Copy out all lines bearing the word "this" from the listing below.

::::::::

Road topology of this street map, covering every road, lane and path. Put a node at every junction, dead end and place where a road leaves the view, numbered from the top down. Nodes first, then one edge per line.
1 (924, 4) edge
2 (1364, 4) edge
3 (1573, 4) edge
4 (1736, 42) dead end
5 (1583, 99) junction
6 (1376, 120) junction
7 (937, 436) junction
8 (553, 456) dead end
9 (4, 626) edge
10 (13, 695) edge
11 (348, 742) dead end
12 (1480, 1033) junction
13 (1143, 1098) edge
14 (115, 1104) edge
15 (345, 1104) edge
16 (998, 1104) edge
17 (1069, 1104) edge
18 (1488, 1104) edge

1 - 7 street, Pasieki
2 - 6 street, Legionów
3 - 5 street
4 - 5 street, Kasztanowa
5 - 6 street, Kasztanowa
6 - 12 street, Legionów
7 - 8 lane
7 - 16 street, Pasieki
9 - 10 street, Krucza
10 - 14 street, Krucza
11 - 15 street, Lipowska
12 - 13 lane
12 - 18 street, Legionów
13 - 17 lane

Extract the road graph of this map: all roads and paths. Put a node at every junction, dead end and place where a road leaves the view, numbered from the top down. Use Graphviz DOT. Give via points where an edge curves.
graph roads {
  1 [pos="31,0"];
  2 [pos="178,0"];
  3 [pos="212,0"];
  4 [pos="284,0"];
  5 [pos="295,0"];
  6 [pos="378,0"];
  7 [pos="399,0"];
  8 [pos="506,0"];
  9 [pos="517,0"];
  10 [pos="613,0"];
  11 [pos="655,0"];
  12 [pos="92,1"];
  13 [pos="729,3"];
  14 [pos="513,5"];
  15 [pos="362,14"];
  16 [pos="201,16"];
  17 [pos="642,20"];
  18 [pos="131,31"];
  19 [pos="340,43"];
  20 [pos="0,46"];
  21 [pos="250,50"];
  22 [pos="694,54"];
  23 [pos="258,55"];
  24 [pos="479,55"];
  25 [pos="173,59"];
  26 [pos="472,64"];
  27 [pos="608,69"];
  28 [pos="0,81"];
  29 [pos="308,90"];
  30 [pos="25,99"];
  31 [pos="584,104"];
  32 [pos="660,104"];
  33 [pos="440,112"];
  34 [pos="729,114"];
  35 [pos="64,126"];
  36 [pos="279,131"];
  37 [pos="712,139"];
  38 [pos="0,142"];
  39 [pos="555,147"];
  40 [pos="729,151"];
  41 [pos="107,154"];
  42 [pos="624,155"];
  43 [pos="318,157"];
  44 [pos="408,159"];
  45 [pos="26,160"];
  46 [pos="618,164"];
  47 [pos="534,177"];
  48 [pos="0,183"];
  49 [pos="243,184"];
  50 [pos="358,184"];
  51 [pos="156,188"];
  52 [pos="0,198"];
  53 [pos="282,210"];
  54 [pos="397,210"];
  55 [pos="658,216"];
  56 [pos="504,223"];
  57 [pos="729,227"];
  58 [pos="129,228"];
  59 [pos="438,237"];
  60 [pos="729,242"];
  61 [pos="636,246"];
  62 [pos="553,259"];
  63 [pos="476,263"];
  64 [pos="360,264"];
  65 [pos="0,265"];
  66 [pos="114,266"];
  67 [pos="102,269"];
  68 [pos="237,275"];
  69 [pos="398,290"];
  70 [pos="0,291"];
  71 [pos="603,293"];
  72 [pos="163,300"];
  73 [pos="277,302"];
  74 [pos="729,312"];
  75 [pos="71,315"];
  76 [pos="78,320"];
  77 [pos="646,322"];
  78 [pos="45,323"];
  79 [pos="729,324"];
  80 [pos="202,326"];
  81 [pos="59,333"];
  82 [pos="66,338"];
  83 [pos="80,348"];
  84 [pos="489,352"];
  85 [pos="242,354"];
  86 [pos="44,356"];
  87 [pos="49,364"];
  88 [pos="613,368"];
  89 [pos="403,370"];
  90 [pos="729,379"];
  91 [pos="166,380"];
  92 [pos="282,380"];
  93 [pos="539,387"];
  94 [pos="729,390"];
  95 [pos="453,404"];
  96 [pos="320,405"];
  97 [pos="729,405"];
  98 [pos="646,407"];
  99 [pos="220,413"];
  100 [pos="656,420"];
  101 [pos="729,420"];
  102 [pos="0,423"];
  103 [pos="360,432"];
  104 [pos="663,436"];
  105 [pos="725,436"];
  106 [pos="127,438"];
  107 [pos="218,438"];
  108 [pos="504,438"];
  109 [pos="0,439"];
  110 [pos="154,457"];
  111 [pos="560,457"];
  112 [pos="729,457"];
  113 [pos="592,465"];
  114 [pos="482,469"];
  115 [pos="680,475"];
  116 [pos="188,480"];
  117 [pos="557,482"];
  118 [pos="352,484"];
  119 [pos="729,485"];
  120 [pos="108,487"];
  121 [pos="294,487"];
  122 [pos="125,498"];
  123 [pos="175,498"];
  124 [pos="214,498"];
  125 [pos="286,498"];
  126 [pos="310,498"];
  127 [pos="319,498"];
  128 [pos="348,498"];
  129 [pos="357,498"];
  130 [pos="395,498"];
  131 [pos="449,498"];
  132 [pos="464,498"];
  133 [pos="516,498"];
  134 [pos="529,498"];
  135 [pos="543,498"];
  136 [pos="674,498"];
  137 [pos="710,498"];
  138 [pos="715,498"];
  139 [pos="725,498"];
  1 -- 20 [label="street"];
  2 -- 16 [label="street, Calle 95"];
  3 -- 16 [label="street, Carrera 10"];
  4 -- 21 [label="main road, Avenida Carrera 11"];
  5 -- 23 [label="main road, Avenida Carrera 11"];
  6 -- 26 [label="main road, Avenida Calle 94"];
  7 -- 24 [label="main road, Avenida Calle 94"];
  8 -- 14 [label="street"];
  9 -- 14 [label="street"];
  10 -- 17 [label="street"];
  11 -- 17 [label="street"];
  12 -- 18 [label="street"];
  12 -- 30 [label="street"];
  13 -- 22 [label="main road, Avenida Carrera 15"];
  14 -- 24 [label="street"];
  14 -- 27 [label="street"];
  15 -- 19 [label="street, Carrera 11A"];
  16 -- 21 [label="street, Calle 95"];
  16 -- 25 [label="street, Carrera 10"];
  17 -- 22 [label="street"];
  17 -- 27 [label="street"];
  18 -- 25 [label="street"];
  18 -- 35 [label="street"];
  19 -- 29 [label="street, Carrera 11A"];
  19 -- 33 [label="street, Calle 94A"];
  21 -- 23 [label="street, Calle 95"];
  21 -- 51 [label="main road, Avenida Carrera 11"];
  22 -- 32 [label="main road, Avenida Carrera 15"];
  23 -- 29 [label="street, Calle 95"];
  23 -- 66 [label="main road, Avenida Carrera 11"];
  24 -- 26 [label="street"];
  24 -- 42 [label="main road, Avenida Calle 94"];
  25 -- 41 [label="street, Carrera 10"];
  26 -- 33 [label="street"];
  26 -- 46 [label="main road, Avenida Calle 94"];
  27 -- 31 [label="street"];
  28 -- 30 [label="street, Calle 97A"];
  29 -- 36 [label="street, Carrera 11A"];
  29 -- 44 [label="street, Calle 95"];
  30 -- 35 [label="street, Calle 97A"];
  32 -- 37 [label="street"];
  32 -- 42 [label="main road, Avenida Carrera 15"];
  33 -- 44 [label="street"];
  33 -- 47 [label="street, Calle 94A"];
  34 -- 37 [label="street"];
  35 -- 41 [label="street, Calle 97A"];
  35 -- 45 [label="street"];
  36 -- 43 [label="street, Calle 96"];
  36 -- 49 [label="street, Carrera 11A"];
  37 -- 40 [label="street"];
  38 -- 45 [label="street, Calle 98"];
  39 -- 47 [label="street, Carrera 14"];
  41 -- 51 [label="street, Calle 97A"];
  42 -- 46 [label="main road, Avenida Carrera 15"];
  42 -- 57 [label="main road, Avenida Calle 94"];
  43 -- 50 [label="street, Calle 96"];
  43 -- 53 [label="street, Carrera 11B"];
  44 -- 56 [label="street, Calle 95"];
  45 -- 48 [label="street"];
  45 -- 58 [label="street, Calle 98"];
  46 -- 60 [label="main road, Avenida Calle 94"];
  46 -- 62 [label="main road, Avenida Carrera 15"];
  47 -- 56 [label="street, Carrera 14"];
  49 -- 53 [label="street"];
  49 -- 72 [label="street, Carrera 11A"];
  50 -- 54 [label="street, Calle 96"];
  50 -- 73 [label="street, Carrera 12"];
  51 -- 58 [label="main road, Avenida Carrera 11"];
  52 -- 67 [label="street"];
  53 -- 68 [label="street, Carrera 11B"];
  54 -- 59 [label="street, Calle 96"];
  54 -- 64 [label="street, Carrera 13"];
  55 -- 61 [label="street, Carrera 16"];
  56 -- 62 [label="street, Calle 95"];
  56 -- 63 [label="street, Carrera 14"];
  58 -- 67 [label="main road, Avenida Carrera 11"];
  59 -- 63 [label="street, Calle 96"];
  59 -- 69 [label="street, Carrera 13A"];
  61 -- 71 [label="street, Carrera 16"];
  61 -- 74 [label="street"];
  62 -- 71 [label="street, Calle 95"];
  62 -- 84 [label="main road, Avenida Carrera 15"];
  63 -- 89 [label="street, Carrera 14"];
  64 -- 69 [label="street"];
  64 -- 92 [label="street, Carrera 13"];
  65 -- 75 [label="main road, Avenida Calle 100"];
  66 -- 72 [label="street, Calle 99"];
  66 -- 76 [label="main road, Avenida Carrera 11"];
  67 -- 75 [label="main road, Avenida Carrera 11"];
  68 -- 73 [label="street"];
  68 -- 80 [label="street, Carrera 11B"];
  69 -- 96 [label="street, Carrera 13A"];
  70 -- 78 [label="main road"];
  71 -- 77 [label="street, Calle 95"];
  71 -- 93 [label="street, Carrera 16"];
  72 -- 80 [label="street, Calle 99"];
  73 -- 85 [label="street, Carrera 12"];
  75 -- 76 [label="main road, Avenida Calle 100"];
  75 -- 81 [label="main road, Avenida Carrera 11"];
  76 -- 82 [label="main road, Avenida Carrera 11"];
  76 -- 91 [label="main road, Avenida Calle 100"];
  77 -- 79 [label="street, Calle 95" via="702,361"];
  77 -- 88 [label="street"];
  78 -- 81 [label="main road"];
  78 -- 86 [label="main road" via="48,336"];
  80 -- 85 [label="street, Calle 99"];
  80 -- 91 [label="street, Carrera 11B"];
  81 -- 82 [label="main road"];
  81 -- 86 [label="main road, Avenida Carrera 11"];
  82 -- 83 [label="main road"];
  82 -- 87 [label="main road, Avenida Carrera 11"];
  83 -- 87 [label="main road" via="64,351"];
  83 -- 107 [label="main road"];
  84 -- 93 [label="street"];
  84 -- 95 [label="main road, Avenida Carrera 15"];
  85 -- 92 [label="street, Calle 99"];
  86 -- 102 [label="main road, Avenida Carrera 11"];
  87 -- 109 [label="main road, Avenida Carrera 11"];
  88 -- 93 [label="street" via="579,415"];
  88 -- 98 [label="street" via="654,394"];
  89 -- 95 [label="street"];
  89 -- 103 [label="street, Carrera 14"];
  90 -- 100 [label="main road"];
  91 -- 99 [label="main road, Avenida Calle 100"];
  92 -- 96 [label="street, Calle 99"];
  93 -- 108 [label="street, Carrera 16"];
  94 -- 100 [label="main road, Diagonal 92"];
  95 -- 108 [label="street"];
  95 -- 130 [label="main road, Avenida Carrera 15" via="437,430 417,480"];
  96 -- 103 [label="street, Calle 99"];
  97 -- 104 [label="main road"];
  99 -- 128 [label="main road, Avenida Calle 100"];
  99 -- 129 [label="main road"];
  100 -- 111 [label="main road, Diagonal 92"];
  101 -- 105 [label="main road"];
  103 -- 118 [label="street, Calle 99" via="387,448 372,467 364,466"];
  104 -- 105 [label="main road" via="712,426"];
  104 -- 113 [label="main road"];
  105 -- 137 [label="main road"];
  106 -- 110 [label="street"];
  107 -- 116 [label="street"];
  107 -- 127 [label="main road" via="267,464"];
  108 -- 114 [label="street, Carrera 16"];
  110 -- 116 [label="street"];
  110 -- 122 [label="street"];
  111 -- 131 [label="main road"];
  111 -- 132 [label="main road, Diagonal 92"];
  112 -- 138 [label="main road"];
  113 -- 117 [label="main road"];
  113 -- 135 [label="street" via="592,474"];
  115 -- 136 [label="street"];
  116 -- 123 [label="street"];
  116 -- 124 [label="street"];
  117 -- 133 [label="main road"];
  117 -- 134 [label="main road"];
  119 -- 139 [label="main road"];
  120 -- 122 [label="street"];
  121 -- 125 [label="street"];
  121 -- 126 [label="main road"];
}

::::::::

> [Exercise answer]:
Road topology of this street map, covering every road, lane and path. Put a node at every junction, dead end and place where a road leaves the view, numbered from the top down. Nodes first, then one edge per line.
Extract the road graph of this map: all roads and paths. Put a node at every junction, dead end and place where a road leaves the view, numbered from the top down. Use Graphviz DOT. Give via points where an edge curves.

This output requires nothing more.